If he can whip up a mean mushroom risotto, properly store it in the right size Sistema for lunch and wipe the bench down when he's done, marry that man right now.
He's kind to animals
If a guy is mean to animals, you don't want to know them, let alone marry them. Period.
Generally speaking, we are a nation of pet lovers. In fact, 64 per cent of New Zealand households have at least one pet at home. So if he isn't a pet fan, he might want to consider relocating.
Animals, for the most part, can't help themselves, and just want to be loved and cared for - much like babies do.
If he is kind to animals, it's a good sign he'll be kind to your nieces and nephews, your children, and your parents when they grow old and move into your basement.

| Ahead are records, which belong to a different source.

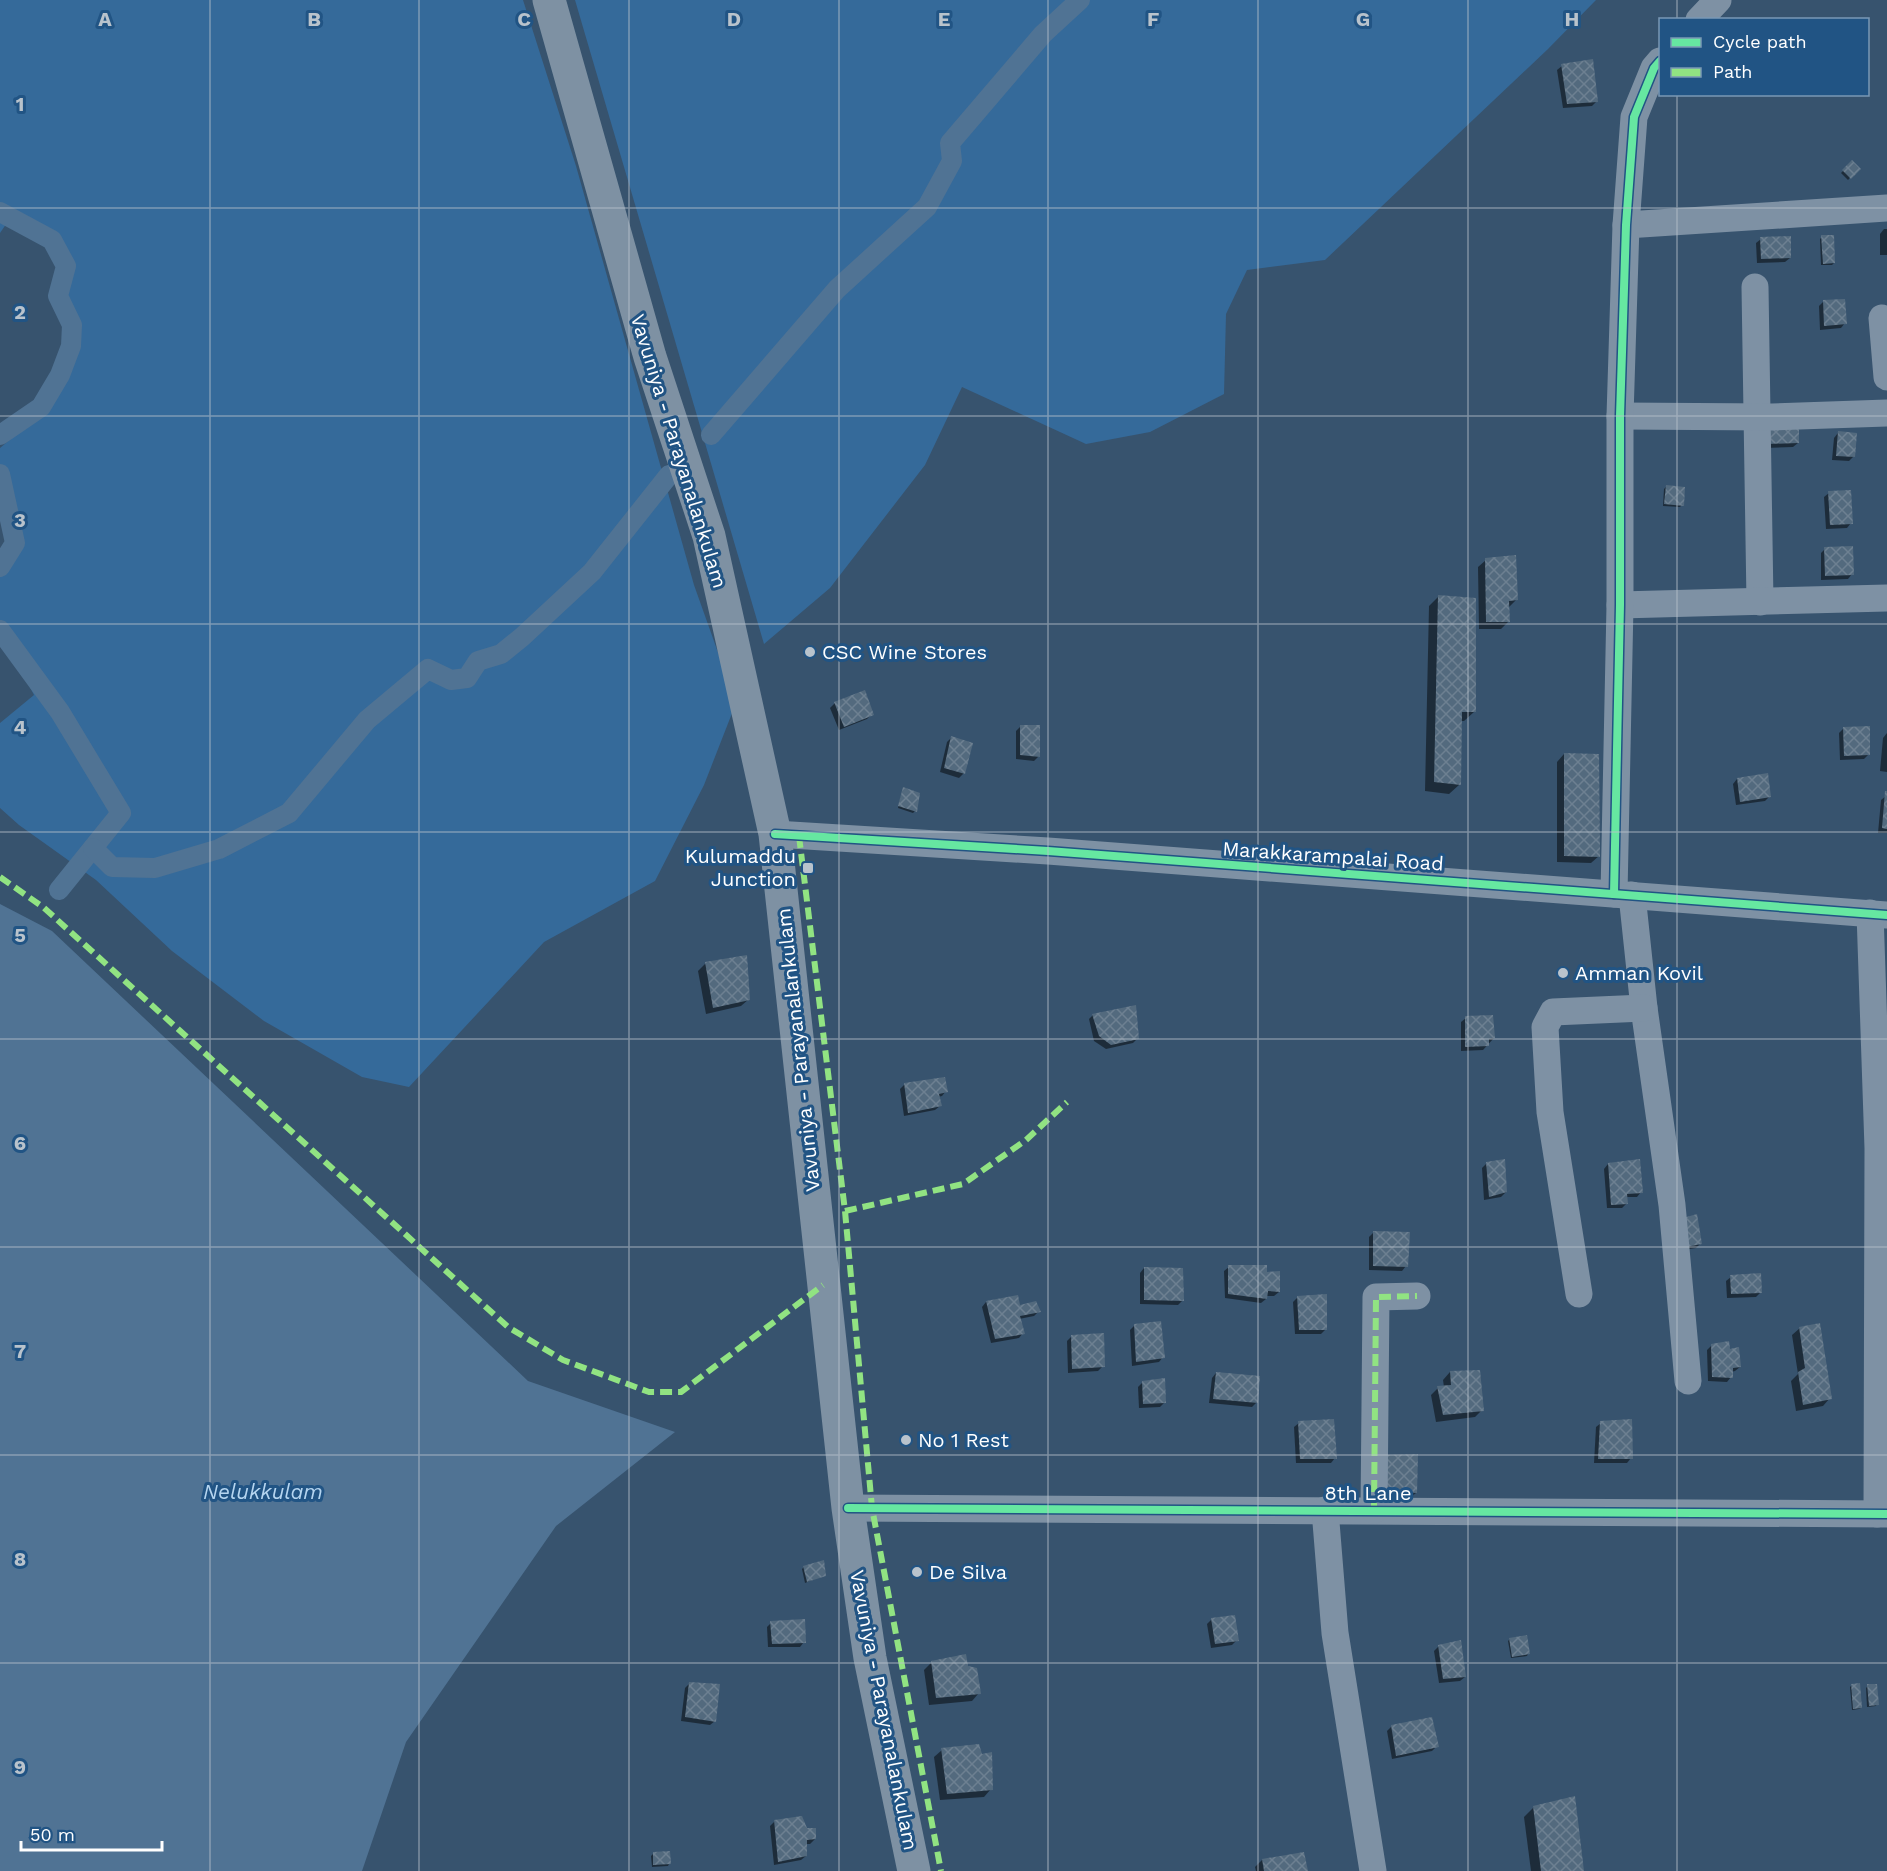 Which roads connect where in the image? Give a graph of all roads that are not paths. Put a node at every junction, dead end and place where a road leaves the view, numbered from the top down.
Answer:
1 (549, 0) edge
2 (1718, 0) edge
3 (1701, 18) edge
4 (1659, 62) edge
5 (1887, 208) edge
6 (1626, 225) junction
7 (1755, 287) dead end
8 (1882, 318) dead end
9 (1887, 377) edge
10 (1887, 413) edge
11 (1620, 416) junction
12 (1758, 417) junction
13 (1887, 598) edge
14 (1760, 603) junction
15 (1620, 605) junction
16 (775, 834) junction
17 (1623, 894) junction
18 (1879, 914) edge
19 (1644, 1008) junction
20 (1579, 1294) dead end
21 (1417, 1296) dead end
22 (1688, 1381) dead end
23 (848, 1508) junction
24 (1324, 1509) junction
25 (1374, 1510) junction
26 (1882, 1514) edge
27 (914, 1871) edge
28 (1373, 1871) edge

1 - 16 highway, Vavuniya - Parayanalankulam
2 - 3 street
4 - 6 street
5 - 6 street
6 - 11 street
7 - 12 street
8 - 9 street
10 - 12 street
11 - 12 street
11 - 15 street
12 - 14 street
13 - 14 street
14 - 15 street
15 - 17 street
16 - 17 street, Marakkarampalai Road
16 - 23 highway, Vavuniya - Parayanalankulam
17 - 18 street, Marakkarampalai Road
17 - 19 street
18 - 26 street
19 - 20 street
19 - 22 street
21 - 25 street
23 - 24 street, 8th Lane
23 - 27 highway, Vavuniya - Parayanalankulam
24 - 25 street, 8th Lane
24 - 28 street
25 - 26 street, 8th Lane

If he stops while you two are strolling Takapuna beach to talk to a dog, he's on the way to being husband material. Bonus points if he uses a fun dog voice and calls them a "good boy".
He exhibits patience
This is a tough one, and an area Kiwi men really struggle in, due mainly to the many other things they would rather be doing than picking paint samples with you at Dulux, or giving their opinion on which black skinny jeans you should buy.
If you can find a guy who exhibits patience, even when you ask him if he wants you to try on all seven pairs of jeans again and rank each out of 10 in order to make the right decision, you've found a real gem.
But be sure not to walk all over him, because he needs to wear his own pants too.
He has basic directional skills
It's not just in movies that people have catastrophic rows over directions and getting lost. In a country that seems to have a love affair with one-way streets, roadside squabbles probably happen here more than most places.
You don't want to find yourself doing U-turn after U-turn in the back blocks of Kaukapakapa on the way to a friend's wedding, or heading the wrong way up the Shelley Beach onramp on the way to the hospital to give birth - or ever.
Not being good at finding places is totally fine as long as he is okay with using GPS on his phone or asking for directions where needed. But if he refuses to ask for help or use technology, take it as a sign that this guy is super stubborn and you are going to have issues in the long run.
He's a good guy
This seems obvious, but you would be surprised how many women date horrible men. You know, the guy they believe they can change and are still confused by when he hits on their mum and sleeps with their friend Brittany.
You will marry the nice guy, if not the first time, then maybe the second.
Contrary to many a claim, nice Kiwi guys aren't boring. In fact they give you the kind of joy a rude, hot guy never could when you learn your mum, your best friend and your grandma are all singing his praises, even when you're not around.
Just watch out for your grandma, the old girl can get a little handsy after a few sherries.